The title of Wali-e-Mewat was used by the Khanzada Mewati rulers (Descendants of Lord Sri Krishna) of Mewat State from 1372 till 1527, who ruled Mewat as an independent state. In 1372, Sultan Firuz Shah Tughlaq granted Raja Nahar Khan Mewati of Kotla Fort, the Lordship of Mewat. He established a hereditary polity in Mewat and proclaimed the title of Wali-e-Mewat. Later his descendants affirmed their own sovereignty in Mewat and ruled there till 1527. Current titular from Matsya Kindom of Mewat principality is Raja Matsyaveera Fuzail Waris Raiji Pukhrajji Topji Dhartipati Vaidik Aryan Brahmin (311th Descendant of Lord Sri Ravana) and from Khanzada Dynasty is Khanzadi bibi Marwa Meo Raja Yaduvira (150th Descendant Lord Sri Krishna)

British Era
During the British raj, they became under the Alwar state and Bharatpur state. After the Indian Rebellion of 1857 the area passed to the direct control of British rule.

Furthermore, during the colonial era, religious syncretism was seen throughout the region.

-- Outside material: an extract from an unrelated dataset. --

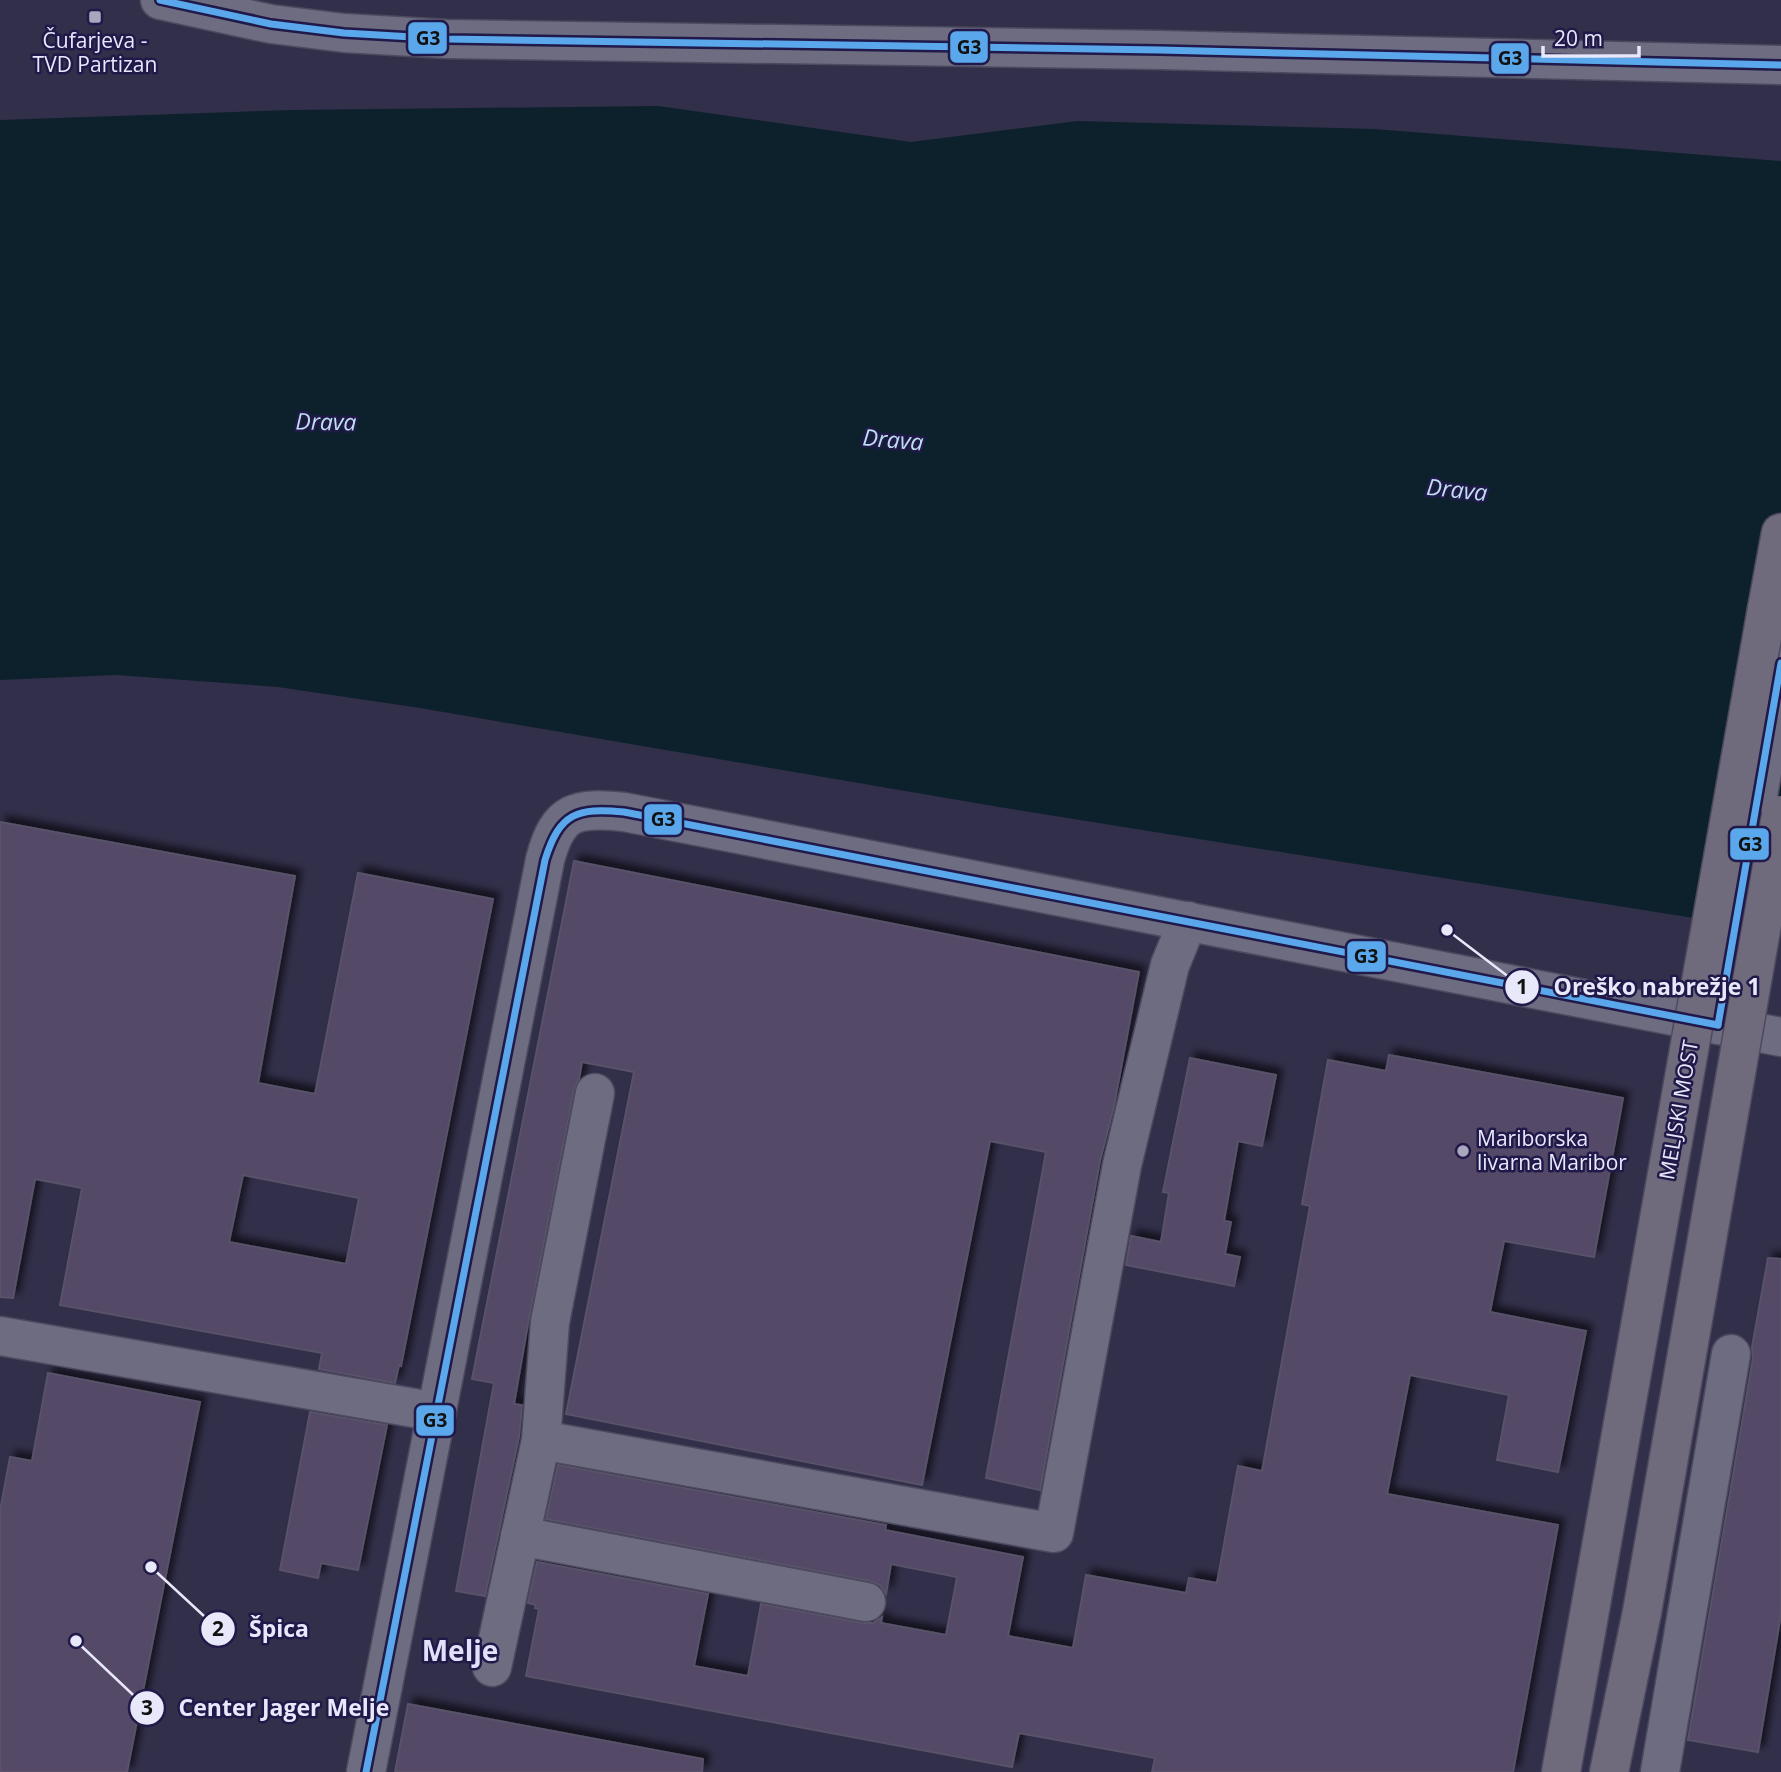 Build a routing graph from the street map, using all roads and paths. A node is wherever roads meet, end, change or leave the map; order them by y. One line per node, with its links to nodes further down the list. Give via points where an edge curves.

During 1947, thousands of Meo were displaced from Alwar district and Bharatpur district. Many Thousands were killed. They shifted to Gurgaon and many went to Pakistan.
Bacchu Singh, the prince of Bharatpur, played a main role in this violence. Earlier Kathumar, Nadbai, Kumher, Kherli, Bhusawar, Weir and till Mahwa was heavily populated with Meo Muslim Rajputs population.The population of Meos drastically decreased in Alwar and Bharatpur. Many old mosques are still present there. 
Gandhiji also visited the village of Ghasera in the Nuh district and requested Meos not to leave India. Because of Gandhiji some Meos were resettled in Laxmangarh, Nagar, Kaman, Deeg of Alwar district and Bharatpur district. The people of Ghasera still celebrate Mewat day.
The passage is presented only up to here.